[Stored data]
_____

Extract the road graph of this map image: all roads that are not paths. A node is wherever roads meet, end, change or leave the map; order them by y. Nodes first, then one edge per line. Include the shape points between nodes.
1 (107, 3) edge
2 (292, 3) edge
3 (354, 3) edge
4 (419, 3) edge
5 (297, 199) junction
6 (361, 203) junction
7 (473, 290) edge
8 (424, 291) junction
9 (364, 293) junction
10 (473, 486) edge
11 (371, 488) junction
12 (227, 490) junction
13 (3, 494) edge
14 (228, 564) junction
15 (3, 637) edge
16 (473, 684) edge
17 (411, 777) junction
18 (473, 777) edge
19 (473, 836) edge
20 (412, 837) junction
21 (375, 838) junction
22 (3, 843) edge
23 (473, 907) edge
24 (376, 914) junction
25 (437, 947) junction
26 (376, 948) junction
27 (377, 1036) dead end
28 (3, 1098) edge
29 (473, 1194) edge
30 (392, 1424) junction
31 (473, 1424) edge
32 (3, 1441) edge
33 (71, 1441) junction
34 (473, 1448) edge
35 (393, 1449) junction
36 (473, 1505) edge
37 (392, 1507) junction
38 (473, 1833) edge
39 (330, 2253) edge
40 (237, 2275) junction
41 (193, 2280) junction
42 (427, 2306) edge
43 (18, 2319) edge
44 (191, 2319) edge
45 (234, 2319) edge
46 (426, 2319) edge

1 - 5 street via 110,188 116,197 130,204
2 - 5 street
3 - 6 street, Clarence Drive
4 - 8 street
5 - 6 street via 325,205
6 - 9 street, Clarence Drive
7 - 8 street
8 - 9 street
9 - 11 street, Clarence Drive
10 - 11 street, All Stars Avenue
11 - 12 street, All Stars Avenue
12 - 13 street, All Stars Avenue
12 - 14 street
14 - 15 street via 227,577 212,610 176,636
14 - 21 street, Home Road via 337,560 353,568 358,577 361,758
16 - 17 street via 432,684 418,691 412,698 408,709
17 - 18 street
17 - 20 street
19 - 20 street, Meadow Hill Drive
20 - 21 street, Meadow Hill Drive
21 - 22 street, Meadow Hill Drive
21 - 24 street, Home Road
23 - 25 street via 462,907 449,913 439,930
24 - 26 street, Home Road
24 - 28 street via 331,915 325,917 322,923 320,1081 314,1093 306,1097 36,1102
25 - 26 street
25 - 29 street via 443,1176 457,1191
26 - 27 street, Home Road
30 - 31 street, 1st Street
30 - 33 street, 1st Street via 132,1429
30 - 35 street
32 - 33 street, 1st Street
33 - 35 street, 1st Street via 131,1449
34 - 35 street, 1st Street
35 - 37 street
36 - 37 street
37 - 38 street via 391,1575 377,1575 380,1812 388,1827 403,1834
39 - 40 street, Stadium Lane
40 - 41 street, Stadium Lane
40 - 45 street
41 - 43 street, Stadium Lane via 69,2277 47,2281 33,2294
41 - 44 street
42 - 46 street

_____

▶ Work to complete
The answer should be a single number: the count of lines in the records that hold the string "Stadium".

▶ Solved problem
3